-- Data for this exercise follows --
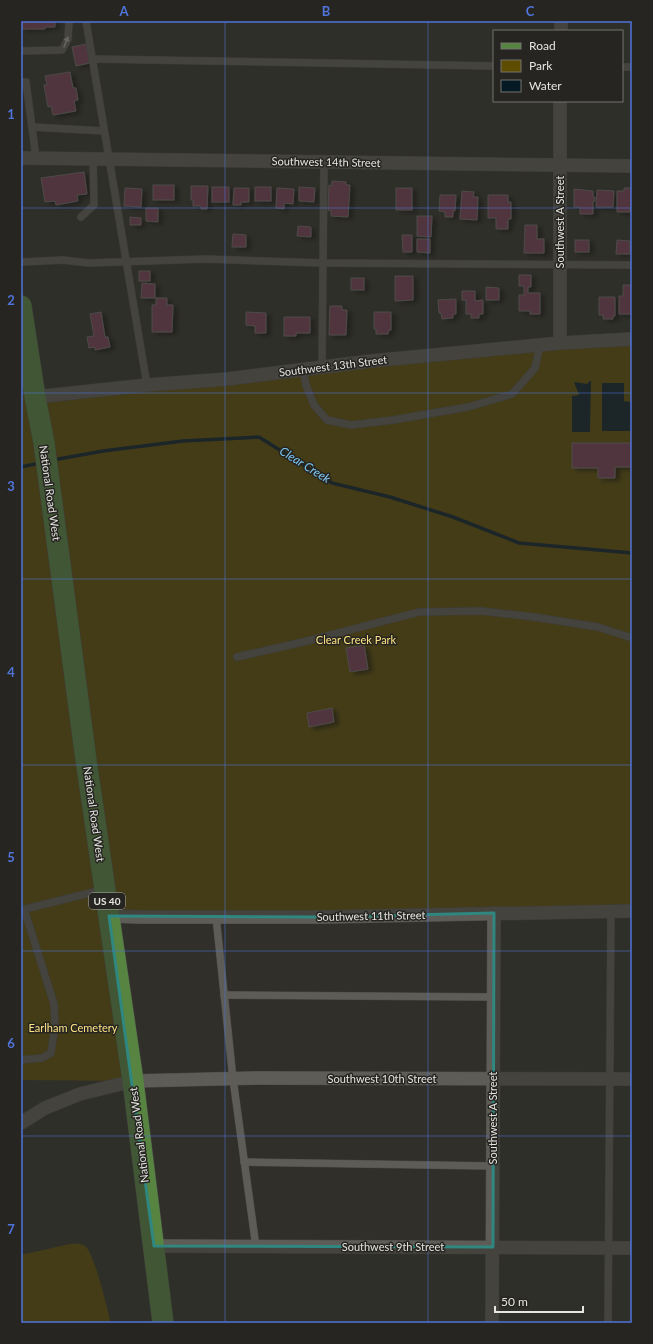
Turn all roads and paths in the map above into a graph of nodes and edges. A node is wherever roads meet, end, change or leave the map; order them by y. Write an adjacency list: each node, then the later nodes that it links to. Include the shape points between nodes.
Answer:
1 (69, 21): 3 (lane, one-way to 1, via 62,50 68,39)
2 (86, 21): 4 (lane)
3 (21, 51)
4 (92, 59): 5 (lane); 9 (lane)
5 (493, 66)
6 (21, 82): 8 (lane, via 26,82)
7 (560, 102): 15 (street, Southwest A Street)
8 (32, 127): 9 (lane); 11 (lane)
9 (104, 131): 13 (lane)
10 (21, 158): 11 (street, Southwest 14th Street)
11 (36, 158): 12 (street, Southwest 14th Street)
12 (93, 159): 13 (street, Southwest 14th Street); 17 (lane, via 94,205)
13 (109, 159): 14 (street, Southwest 14th Street); 19 (lane)
14 (324, 162): 15 (street, Southwest 14th Street); 20 (lane)
15 (560, 165): 16 (street, Southwest 14th Street); 21 (street, Southwest A Street)
16 (632, 166)
17 (81, 217)
18 (21, 262): 19 (lane)
19 (126, 262): 20 (lane, via 205,259); 29 (lane)
20 (323, 263): 21 (lane); 27 (lane)
21 (560, 264): 22 (lane); 25 (street, Southwest A Street)
22 (632, 265)
23 (21, 306): 30 (main road, National Road West / US 40)
24 (632, 339): 25 (street, Southwest 13th Street)
25 (560, 343): 26 (street, Southwest 13th Street)
26 (540, 345): 27 (street, Southwest 13th Street); 28 (lane, via 535,368 512,394 468,407 351,425 327,420 314,405)
27 (322, 367): 28 (street, Southwest 13th Street)
28 (303, 369): 29 (street, Southwest 13th Street, via 227,379)
29 (147, 385): 30 (street, Southwest 13th Street)
30 (35, 397): 33 (main road, National Road West / US 40, via 44,443)
31 (632, 638): 32 (lane, via 598,627 534,616 481,611 419,612)
32 (237, 657)
33 (105, 889): 34 (lane); 38 (main road, National Road West / US 40)
34 (22, 910): 42 (lane, via 54,1004 55,1026 51,1053 42,1058)
35 (611, 911): 36 (street, Southwest 11th Street); 37 (street, Southwest 11th Street); 45 (lane)
36 (632, 911)
37 (494, 913): 39 (street, Southwest 11th Street); 41 (street, Southwest A Street)
38 (109, 916): 39 (street, Southwest 11th Street); 47 (main road, National Road West / US 40)
39 (216, 917): 40 (lane)
40 (224, 995): 41 (lane); 43 (lane)
41 (494, 997): 44 (street, Southwest A Street)
42 (21, 1060)
43 (232, 1079): 44 (street, Southwest 10th Street); 47 (street, Southwest 10th Street); 49 (lane)
44 (493, 1079): 45 (street, Southwest 10th Street); 50 (street, Southwest A Street)
45 (610, 1079): 46 (street, Southwest 10th Street); 54 (lane)
46 (632, 1079)
47 (133, 1081): 48 (street, Southwest 10th Street, via 80,1094 45,1108); 51 (main road, National Road West / US 40)
48 (21, 1123)
49 (244, 1162): 50 (lane); 52 (lane)
50 (493, 1166): 53 (street, Southwest A Street)
51 (154, 1246): 52 (street, Southwest 9th Street); 56 (main road, National Road West / US 40)
52 (256, 1247): 53 (street, Southwest 9th Street)
53 (493, 1247): 54 (street, Southwest 9th Street); 57 (street, Southwest A Street)
54 (608, 1247): 55 (street, Southwest 9th Street); 58 (lane)
55 (632, 1248)
56 (163, 1323)
57 (492, 1323)
58 (608, 1323)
-- Data for this exercise concluded --
# What the exercise asks:
Return the listing above in full and unaltered. Keep the pictures out.

# Answer area:
Turn all roads and paths in the map above into a graph of nodes and edges. A node is wherever roads meet, end, change or leave the map; order them by y. Write an adjacency list: each node, then the later nodes that it links to. Include the shape points between nodes.
Answer:
1 (69, 21): 3 (lane, one-way to 1, via 62,50 68,39)
2 (86, 21): 4 (lane)
3 (21, 51)
4 (92, 59): 5 (lane); 9 (lane)
5 (493, 66)
6 (21, 82): 8 (lane, via 26,82)
7 (560, 102): 15 (street, Southwest A Street)
8 (32, 127): 9 (lane); 11 (lane)
9 (104, 131): 13 (lane)
10 (21, 158): 11 (street, Southwest 14th Street)
11 (36, 158): 12 (street, Southwest 14th Street)
12 (93, 159): 13 (street, Southwest 14th Street); 17 (lane, via 94,205)
13 (109, 159): 14 (street, Southwest 14th Street); 19 (lane)
14 (324, 162): 15 (street, Southwest 14th Street); 20 (lane)
15 (560, 165): 16 (street, Southwest 14th Street); 21 (street, Southwest A Street)
16 (632, 166)
17 (81, 217)
18 (21, 262): 19 (lane)
19 (126, 262): 20 (lane, via 205,259); 29 (lane)
20 (323, 263): 21 (lane); 27 (lane)
21 (560, 264): 22 (lane); 25 (street, Southwest A Street)
22 (632, 265)
23 (21, 306): 30 (main road, National Road West / US 40)
24 (632, 339): 25 (street, Southwest 13th Street)
25 (560, 343): 26 (street, Southwest 13th Street)
26 (540, 345): 27 (street, Southwest 13th Street); 28 (lane, via 535,368 512,394 468,407 351,425 327,420 314,405)
27 (322, 367): 28 (street, Southwest 13th Street)
28 (303, 369): 29 (street, Southwest 13th Street, via 227,379)
29 (147, 385): 30 (street, Southwest 13th Street)
30 (35, 397): 33 (main road, National Road West / US 40, via 44,443)
31 (632, 638): 32 (lane, via 598,627 534,616 481,611 419,612)
32 (237, 657)
33 (105, 889): 34 (lane); 38 (main road, National Road West / US 40)
34 (22, 910): 42 (lane, via 54,1004 55,1026 51,1053 42,1058)
35 (611, 911): 36 (street, Southwest 11th Street); 37 (street, Southwest 11th Street); 45 (lane)
36 (632, 911)
37 (494, 913): 39 (street, Southwest 11th Street); 41 (street, Southwest A Street)
38 (109, 916): 39 (street, Southwest 11th Street); 47 (main road, National Road West / US 40)
39 (216, 917): 40 (lane)
40 (224, 995): 41 (lane); 43 (lane)
41 (494, 997): 44 (street, Southwest A Street)
42 (21, 1060)
43 (232, 1079): 44 (street, Southwest 10th Street); 47 (street, Southwest 10th Street); 49 (lane)
44 (493, 1079): 45 (street, Southwest 10th Street); 50 (street, Southwest A Street)
45 (610, 1079): 46 (street, Southwest 10th Street); 54 (lane)
46 (632, 1079)
47 (133, 1081): 48 (street, Southwest 10th Street, via 80,1094 45,1108); 51 (main road, National Road West / US 40)
48 (21, 1123)
49 (244, 1162): 50 (lane); 52 (lane)
50 (493, 1166): 53 (street, Southwest A Street)
51 (154, 1246): 52 (street, Southwest 9th Street); 56 (main road, National Road West / US 40)
52 (256, 1247): 53 (street, Southwest 9th Street)
53 (493, 1247): 54 (street, Southwest 9th Street); 57 (street, Southwest A Street)
54 (608, 1247): 55 (street, Southwest 9th Street); 58 (lane)
55 (632, 1248)
56 (163, 1323)
57 (492, 1323)
58 (608, 1323)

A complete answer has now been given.